I am presently wishing for the end for various current politicians but somehow I wish The Good Wife had continued until I’d caught up with it. I can’t account for that, but there is something different now. Something different between a series in progress and a series that has concluded. There is the practical side that the finale was a big deal and it has been hard to avoid finding out what happens. Only last night, there was a trailer for a last-season episode on Channel 4 and both Angela and I actually sang loudly, a kind of broken, staccato La La La as we tried to find which of us had the TV remote.

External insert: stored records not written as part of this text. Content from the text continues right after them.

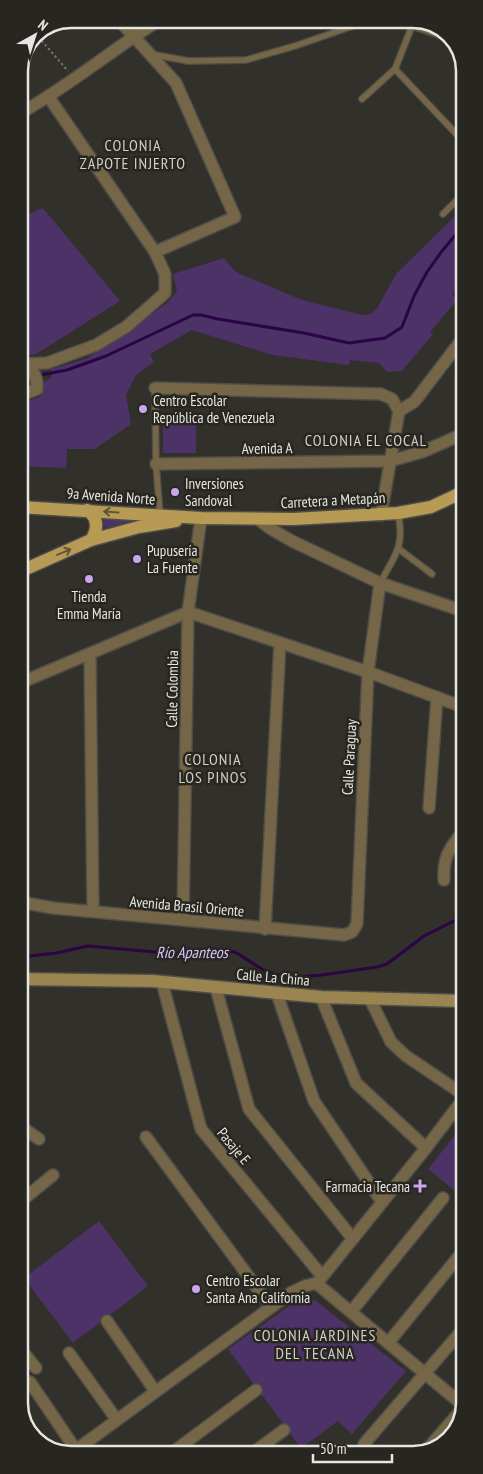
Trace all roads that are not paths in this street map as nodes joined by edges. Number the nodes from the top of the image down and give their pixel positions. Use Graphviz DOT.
graph roads {
  1 [pos="126,28"];
  2 [pos="146,28"];
  3 [pos="347,28"];
  4 [pos="411,28"];
  5 [pos="420,28"];
  6 [pos="433,33"];
  7 [pos="133,36"];
  8 [pos="149,53"];
  9 [pos="395,69"];
  10 [pos="48,96"];
  11 [pos="362,99"];
  12 [pos="28,108"];
  13 [pos="456,134"];
  14 [pos="456,201"];
  15 [pos="443,214"];
  16 [pos="155,252"];
  17 [pos="456,347"];
  18 [pos="28,362"];
  19 [pos="28,367"];
  20 [pos="155,388"];
  21 [pos="28,392"];
  22 [pos="399,410"];
  23 [pos="456,437"];
  24 [pos="390,461"];
  25 [pos="156,464"];
  26 [pos="456,495"];
  27 [pos="28,507"];
  28 [pos="87,510"];
  29 [pos="398,513"];
  30 [pos="160,515"];
  31 [pos="382,515"];
  32 [pos="200,518"];
  33 [pos="259,520"];
  34 [pos="92,540"];
  35 [pos="399,548"];
  36 [pos="28,568"];
  37 [pos="432,574"];
  38 [pos="380,583"];
  39 [pos="456,609"];
  40 [pos="188,612"];
  41 [pos="280,643"];
  42 [pos="90,654"];
  43 [pos="368,672"];
  44 [pos="28,680"];
  45 [pos="437,698"];
  46 [pos="456,704"];
  47 [pos="429,808"];
  48 [pos="456,839"];
  49 [pos="444,880"];
  50 [pos="28,903"];
  51 [pos="93,911"];
  52 [pos="182,920"];
  53 [pos="265,928"];
  54 [pos="352,932"];
  55 [pos="28,979"];
  56 [pos="162,982"];
  57 [pos="216,988"];
  58 [pos="276,994"];
  59 [pos="322,997"];
  60 [pos="370,999"];
  61 [pos="456,1001"];
  62 [pos="456,1091"];
  63 [pos="456,1108"];
  64 [pos="28,1131"];
  65 [pos="146,1137"];
  66 [pos="39,1139"];
  67 [pos="426,1148"];
  68 [pos="53,1175"];
  69 [pos="28,1195"];
  70 [pos="444,1198"];
  71 [pos="382,1202"];
  72 [pos="352,1239"];
  73 [pos="456,1260"];
  74 [pos="319,1279"];
  75 [pos="271,1307"];
  76 [pos="351,1312"];
  77 [pos="107,1321"];
  78 [pos="456,1338"];
  79 [pos="388,1343"];
  80 [pos="69,1353"];
  81 [pos="28,1358"];
  82 [pos="36,1368"];
  83 [pos="426,1374"];
  84 [pos="30,1382"];
  85 [pos="256,1390"];
  86 [pos="155,1391"];
  87 [pos="456,1401"];
  88 [pos="117,1420"];
  89 [pos="452,1420"];
  90 [pos="284,1430"];
  91 [pos="435,1439"];
  92 [pos="364,1444"];
  93 [pos="68,1446"];
  94 [pos="82,1446"];
  95 [pos="180,1446"];
  96 [pos="262,1446"];
  1 -- 7 [label="street"];
  2 -- 7 [label="street"];
  3 -- 8 [label="lane"];
  4 -- 9 [label="lane"];
  5 -- 6 [label="lane"];
  7 -- 8 [label="street"];
  7 -- 10 [label="street"];
  8 -- 16 [label="street"];
  9 -- 11 [label="lane"];
  9 -- 13 [label="lane"];
  10 -- 12 [label="street"];
  10 -- 16 [label="street"];
  14 -- 15 [label="lane"];
  16 -- 18 [label="street"];
  17 -- 22 [label="street"];
  19 -- 21 [label="street"];
  20 -- 22 [label="street"];
  20 -- 25 [label="lane"];
  22 -- 24 [label="street"];
  23 -- 24 [label="street, Avenida A"];
  24 -- 25 [label="street, Avenida A"];
  24 -- 31 [label="street"];
  25 -- 30 [label="lane"];
  26 -- 29 [label="main road, Carretera a Metapán"];
  27 -- 28 [label="main road, 9a Avenida Norte"];
  30 -- 28 [label="main road, 9a Avenida Norte, one-way"];
  28 -- 34 [label="main road"];
  29 -- 31 [label="main road, Carretera a Metapán"];
  29 -- 35 [label="lane"];
  30 -- 32 [label="main road, 9a Avenida Norte"];
  31 -- 33 [label="main road, Carretera a Metapán"];
  32 -- 33 [label="main road, Carretera a Metapán"];
  32 -- 34 [label="main road"];
  32 -- 40 [label="street, Calle Colombia"];
  33 -- 38 [label="street"];
  36 -- 34 [label="main road, one-way"];
  35 -- 37 [label="lane"];
  35 -- 38 [label="lane"];
  38 -- 39 [label="street"];
  38 -- 43 [label="street, Calle Paraguay"];
  40 -- 41 [label="street"];
  40 -- 42 [label="street"];
  40 -- 52 [label="street, Calle Colombia"];
  41 -- 43 [label="street"];
  41 -- 53 [label="street"];
  42 -- 44 [label="street"];
  42 -- 51 [label="street"];
  43 -- 45 [label="street"];
  43 -- 54 [label="street, Calle Paraguay"];
  45 -- 46 [label="street"];
  45 -- 47 [label="street"];
  48 -- 49 [label="street"];
  50 -- 51 [label="street, Avenida Brasil Oriente"];
  51 -- 52 [label="street, Avenida Brasil Oriente"];
  52 -- 53 [label="street, Avenida Brasil Oriente"];
  53 -- 54 [label="street, Avenida Brasil Oriente"];
  55 -- 56 [label="main road, Calle La China"];
  56 -- 57 [label="main road, Calle La China"];
  56 -- 74 [label="street, Pasaje E"];
  57 -- 58 [label="main road, Calle La China"];
  57 -- 72 [label="street"];
  58 -- 59 [label="main road, Calle La China"];
  58 -- 71 [label="street"];
  59 -- 60 [label="main road, Calle La China"];
  59 -- 67 [label="street"];
  60 -- 61 [label="main road, Calle La China"];
  60 -- 62 [label="street"];
  63 -- 67 [label="street"];
  64 -- 66 [label="street"];
  65 -- 75 [label="street"];
  67 -- 71 [label="street"];
  68 -- 69 [label="street"];
  70 -- 76 [label="street"];
  71 -- 72 [label="street"];
  72 -- 74 [label="street"];
  73 -- 79 [label="street"];
  74 -- 75 [label="street"];
  74 -- 76 [label="street, Pasaje E"];
  75 -- 86 [label="street"];
  76 -- 79 [label="street, Pasaje E"];
  77 -- 86 [label="street"];
  78 -- 83 [label="street"];
  79 -- 83 [label="street, Pasaje E"];
  80 -- 88 [label="street"];
  81 -- 82 [label="street"];
  83 -- 87 [label="street, Pasaje E"];
  83 -- 92 [label="street"];
  84 -- 93 [label="street"];
  85 -- 95 [label="street"];
  86 -- 88 [label="street"];
  88 -- 94 [label="street"];
  89 -- 91 [label="street"];
  90 -- 96 [label="street"];
}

We never used to have spoilers. I think that word, in this context, must surely be one of the those ones recently added to the dictionary because nobody did or could’ve spoiled something like the answer to who shot JR. I remember seeing on TV news footage of the next episode of Dallas arriving in the UK. It was a film or possibly video canister, I can see it being wheeled across from an aircraft to Heathrow or somewhere.

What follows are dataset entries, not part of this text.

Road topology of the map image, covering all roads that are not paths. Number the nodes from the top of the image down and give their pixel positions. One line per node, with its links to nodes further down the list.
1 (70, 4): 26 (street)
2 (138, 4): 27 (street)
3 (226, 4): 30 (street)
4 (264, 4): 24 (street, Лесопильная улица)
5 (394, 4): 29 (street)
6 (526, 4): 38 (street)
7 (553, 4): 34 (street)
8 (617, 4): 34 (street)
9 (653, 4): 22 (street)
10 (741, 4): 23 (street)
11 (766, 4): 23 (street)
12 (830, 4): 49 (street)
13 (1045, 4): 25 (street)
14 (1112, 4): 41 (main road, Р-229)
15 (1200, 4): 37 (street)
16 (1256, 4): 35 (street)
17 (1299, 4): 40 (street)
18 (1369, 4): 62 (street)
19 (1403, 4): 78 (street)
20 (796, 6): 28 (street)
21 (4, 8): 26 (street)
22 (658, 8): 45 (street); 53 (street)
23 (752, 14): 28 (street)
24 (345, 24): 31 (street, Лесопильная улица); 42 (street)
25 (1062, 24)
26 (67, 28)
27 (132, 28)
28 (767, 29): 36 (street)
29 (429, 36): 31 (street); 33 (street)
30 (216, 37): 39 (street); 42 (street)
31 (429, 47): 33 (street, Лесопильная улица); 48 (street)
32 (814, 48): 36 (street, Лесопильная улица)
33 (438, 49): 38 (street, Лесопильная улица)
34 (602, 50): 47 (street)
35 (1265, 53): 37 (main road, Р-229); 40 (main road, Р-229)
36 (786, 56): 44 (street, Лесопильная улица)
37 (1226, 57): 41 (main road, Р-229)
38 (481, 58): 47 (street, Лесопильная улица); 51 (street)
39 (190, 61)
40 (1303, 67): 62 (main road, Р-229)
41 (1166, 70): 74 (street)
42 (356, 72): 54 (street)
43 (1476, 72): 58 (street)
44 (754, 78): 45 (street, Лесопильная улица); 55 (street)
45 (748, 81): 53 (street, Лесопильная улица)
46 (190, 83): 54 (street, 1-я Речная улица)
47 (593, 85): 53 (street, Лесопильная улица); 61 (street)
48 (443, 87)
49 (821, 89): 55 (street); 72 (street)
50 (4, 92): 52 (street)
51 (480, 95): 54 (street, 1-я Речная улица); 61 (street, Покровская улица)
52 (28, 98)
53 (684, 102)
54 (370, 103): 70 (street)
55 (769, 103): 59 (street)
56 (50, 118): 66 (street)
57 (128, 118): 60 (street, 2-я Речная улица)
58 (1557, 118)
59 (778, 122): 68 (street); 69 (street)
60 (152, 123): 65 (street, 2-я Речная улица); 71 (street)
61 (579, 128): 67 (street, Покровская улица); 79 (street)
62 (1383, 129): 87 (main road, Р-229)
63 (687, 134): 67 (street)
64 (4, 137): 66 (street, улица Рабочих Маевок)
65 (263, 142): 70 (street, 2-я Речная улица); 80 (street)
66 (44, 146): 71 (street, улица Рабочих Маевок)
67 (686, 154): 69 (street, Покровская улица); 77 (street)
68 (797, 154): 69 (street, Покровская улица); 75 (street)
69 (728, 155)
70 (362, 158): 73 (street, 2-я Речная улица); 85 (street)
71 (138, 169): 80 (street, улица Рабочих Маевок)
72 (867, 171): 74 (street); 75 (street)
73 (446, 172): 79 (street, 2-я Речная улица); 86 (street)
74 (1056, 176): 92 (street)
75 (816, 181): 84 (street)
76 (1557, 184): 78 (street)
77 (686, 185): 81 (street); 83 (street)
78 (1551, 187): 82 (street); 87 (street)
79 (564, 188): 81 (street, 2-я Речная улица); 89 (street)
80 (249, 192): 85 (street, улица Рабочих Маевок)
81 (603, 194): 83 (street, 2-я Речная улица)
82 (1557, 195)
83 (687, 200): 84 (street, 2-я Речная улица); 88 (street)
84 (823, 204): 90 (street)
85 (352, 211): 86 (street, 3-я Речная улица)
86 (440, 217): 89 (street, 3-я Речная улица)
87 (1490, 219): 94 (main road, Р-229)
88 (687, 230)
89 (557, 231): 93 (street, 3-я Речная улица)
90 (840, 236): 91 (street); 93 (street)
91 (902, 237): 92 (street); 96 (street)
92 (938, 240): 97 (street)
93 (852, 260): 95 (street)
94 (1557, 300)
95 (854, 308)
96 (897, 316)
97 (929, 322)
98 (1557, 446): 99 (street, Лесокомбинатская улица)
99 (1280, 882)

Obviously I mind spoilers but I don’t mind that they exist. I like very much that drama creates an urge in people to find out more and to rush around telling people. These are made-up stories about made-up people, there is no reason we should be interested and yet we’re avidly interested. In the best television drama, you worry about the characters from week to week: I think that is ridiculous and I think that is fantastic and I think I wish I knew how to write that well.

The downside of this way that drama characters get into us us not that there are spoilers that will ruin your day and could take a shine off the next 127 episodes for me. It’s that we struggle to let characters go and that means we get sequels.

It can work. There’s Frasier, for instance: strictly speaking it’s a spin-off from Cheers but it aired afterwards so call it a sequel. Similarly, there’s Lou Grant. But I think it’s telling that Lou Grant began airing 39 years ago and it is still the only hour-long drama to spin out of a half-hour sitcom. I don’t think anyone else has even tried to do that, it’s such a hard thing, but then also it would never be allowed today.

TV networks don’t really want sequels: they would like the original show to somehow start again and be the hit it was. Forever, please. I think we’re the same: what we really want when we love a drama is to have that same experience again. To be where we were and who we were when we first got hooked by these characters.

It’s not possible so we hanker to stay with the characters in some way and that gets us sequels. I don’t know if there will be a sequel to The Good Wife – I can hardly look it up without spoiling the aforementioned 127 episodes – but I’ll bet money that it has at least been considered. Maybe piloted. A pilot script to a How I Met Your Mother sequel was commissioned and I’ve read it: the list of reasons I’m glad it wasn’t filmed begins with how the only brave creative decision in it was to give it the wrong title. It’s called How I Met Your Dad. So near and yet.

That didn’t fly and maybe we’d be better if sequels never did. We would definitely be better off if we could learn to let go. A thing is a thing, don’t try to draw it out.